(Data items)
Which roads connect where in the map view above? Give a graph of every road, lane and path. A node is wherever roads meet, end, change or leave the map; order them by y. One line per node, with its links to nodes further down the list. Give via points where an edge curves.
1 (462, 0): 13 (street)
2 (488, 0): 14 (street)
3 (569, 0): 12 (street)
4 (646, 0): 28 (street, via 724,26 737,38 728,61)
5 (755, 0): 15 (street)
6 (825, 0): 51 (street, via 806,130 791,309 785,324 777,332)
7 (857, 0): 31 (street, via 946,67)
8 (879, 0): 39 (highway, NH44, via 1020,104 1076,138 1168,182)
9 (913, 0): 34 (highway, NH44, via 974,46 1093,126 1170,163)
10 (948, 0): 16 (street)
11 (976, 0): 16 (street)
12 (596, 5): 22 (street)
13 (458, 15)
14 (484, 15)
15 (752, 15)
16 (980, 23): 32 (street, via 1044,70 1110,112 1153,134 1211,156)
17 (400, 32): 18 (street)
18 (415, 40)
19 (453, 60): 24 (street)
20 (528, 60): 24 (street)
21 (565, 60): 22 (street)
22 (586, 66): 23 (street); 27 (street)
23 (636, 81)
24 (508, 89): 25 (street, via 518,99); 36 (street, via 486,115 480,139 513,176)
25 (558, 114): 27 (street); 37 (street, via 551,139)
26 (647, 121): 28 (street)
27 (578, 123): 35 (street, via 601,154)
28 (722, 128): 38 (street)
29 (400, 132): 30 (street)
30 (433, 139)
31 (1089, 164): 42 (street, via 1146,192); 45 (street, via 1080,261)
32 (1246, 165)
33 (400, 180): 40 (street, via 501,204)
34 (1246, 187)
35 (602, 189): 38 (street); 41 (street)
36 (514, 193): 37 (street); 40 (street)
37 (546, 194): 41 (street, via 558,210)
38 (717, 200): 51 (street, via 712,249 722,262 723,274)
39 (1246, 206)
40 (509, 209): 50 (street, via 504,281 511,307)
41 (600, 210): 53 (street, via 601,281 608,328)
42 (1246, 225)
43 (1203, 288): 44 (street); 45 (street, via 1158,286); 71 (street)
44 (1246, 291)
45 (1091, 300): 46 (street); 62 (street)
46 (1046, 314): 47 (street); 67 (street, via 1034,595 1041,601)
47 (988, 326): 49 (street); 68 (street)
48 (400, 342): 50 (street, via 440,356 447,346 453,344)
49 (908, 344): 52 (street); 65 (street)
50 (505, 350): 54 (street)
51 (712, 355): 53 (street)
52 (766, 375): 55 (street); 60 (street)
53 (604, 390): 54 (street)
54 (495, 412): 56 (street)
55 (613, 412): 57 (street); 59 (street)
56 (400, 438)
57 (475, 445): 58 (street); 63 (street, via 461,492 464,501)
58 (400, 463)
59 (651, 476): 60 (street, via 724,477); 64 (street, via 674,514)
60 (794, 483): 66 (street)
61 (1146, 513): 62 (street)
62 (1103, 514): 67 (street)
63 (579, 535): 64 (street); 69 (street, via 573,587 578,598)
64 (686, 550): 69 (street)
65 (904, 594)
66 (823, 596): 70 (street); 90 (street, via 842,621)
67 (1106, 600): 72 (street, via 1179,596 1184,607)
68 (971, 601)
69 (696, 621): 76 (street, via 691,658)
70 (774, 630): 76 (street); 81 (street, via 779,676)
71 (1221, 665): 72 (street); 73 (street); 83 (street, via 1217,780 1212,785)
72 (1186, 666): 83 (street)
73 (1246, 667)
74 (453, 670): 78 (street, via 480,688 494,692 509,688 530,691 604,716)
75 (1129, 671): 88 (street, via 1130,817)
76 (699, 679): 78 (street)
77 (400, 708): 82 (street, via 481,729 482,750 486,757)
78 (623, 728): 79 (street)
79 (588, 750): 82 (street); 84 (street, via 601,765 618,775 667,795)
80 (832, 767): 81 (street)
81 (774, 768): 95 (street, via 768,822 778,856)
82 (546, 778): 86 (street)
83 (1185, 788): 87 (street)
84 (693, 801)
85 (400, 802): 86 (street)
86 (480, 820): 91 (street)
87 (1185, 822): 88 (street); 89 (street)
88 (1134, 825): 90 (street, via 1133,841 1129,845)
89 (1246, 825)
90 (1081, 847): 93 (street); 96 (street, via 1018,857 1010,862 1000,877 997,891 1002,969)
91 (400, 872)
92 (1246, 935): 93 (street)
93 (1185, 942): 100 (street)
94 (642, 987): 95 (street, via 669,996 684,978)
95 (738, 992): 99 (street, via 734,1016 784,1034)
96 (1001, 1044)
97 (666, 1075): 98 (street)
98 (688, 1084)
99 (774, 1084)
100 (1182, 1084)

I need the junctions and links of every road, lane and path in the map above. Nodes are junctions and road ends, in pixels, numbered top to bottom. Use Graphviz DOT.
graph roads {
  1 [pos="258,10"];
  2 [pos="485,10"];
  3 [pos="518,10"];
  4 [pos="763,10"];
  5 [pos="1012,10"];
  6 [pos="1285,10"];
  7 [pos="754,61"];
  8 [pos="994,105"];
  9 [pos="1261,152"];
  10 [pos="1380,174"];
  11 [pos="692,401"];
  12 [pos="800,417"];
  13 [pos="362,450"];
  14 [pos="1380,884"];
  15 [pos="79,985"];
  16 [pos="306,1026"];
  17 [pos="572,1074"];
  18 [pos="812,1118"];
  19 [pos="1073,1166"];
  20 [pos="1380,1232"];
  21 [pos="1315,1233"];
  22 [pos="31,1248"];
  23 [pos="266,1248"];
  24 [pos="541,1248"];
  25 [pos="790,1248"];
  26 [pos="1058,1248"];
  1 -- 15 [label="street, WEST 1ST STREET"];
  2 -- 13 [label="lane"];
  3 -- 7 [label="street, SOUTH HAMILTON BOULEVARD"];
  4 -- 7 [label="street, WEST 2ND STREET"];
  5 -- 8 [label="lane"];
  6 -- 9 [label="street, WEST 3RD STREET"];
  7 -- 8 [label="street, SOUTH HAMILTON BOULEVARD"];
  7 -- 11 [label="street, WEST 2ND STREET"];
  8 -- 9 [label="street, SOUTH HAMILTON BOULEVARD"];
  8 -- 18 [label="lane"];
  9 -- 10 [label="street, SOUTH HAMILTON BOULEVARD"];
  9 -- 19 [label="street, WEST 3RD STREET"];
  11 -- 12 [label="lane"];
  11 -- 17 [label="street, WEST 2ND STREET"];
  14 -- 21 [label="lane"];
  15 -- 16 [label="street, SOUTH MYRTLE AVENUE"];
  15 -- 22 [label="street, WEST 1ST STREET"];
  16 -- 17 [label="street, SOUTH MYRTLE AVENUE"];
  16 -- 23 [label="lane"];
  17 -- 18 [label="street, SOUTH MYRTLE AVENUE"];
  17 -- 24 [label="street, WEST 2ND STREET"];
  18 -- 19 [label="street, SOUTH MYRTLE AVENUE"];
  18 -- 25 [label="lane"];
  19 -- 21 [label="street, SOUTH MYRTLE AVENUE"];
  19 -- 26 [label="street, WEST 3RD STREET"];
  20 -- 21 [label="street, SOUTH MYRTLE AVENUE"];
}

§ **WORK TO COMPLETE**: Output only the lines from the one with "I need the junctions" through the last line of the entries above; please keep them exact.

§ **TASK ANSWER**:
I need the junctions and links of every road, lane and path in the map above. Nodes are junctions and road ends, in pixels, numbered top to bottom. Use Graphviz DOT.
graph roads {
  1 [pos="258,10"];
  2 [pos="485,10"];
  3 [pos="518,10"];
  4 [pos="763,10"];
  5 [pos="1012,10"];
  6 [pos="1285,10"];
  7 [pos="754,61"];
  8 [pos="994,105"];
  9 [pos="1261,152"];
  10 [pos="1380,174"];
  11 [pos="692,401"];
  12 [pos="800,417"];
  13 [pos="362,450"];
  14 [pos="1380,884"];
  15 [pos="79,985"];
  16 [pos="306,1026"];
  17 [pos="572,1074"];
  18 [pos="812,1118"];
  19 [pos="1073,1166"];
  20 [pos="1380,1232"];
  21 [pos="1315,1233"];
  22 [pos="31,1248"];
  23 [pos="266,1248"];
  24 [pos="541,1248"];
  25 [pos="790,1248"];
  26 [pos="1058,1248"];
  1 -- 15 [label="street, WEST 1ST STREET"];
  2 -- 13 [label="lane"];
  3 -- 7 [label="street, SOUTH HAMILTON BOULEVARD"];
  4 -- 7 [label="street, WEST 2ND STREET"];
  5 -- 8 [label="lane"];
  6 -- 9 [label="street, WEST 3RD STREET"];
  7 -- 8 [label="street, SOUTH HAMILTON BOULEVARD"];
  7 -- 11 [label="street, WEST 2ND STREET"];
  8 -- 9 [label="street, SOUTH HAMILTON BOULEVARD"];
  8 -- 18 [label="lane"];
  9 -- 10 [label="street, SOUTH HAMILTON BOULEVARD"];
  9 -- 19 [label="street, WEST 3RD STREET"];
  11 -- 12 [label="lane"];
  11 -- 17 [label="street, WEST 2ND STREET"];
  14 -- 21 [label="lane"];
  15 -- 16 [label="street, SOUTH MYRTLE AVENUE"];
  15 -- 22 [label="street, WEST 1ST STREET"];
  16 -- 17 [label="street, SOUTH MYRTLE AVENUE"];
  16 -- 23 [label="lane"];
  17 -- 18 [label="street, SOUTH MYRTLE AVENUE"];
  17 -- 24 [label="street, WEST 2ND STREET"];
  18 -- 19 [label="street, SOUTH MYRTLE AVENUE"];
  18 -- 25 [label="lane"];
  19 -- 21 [label="street, SOUTH MYRTLE AVENUE"];
  19 -- 26 [label="street, WEST 3RD STREET"];
  20 -- 21 [label="street, SOUTH MYRTLE AVENUE"];
}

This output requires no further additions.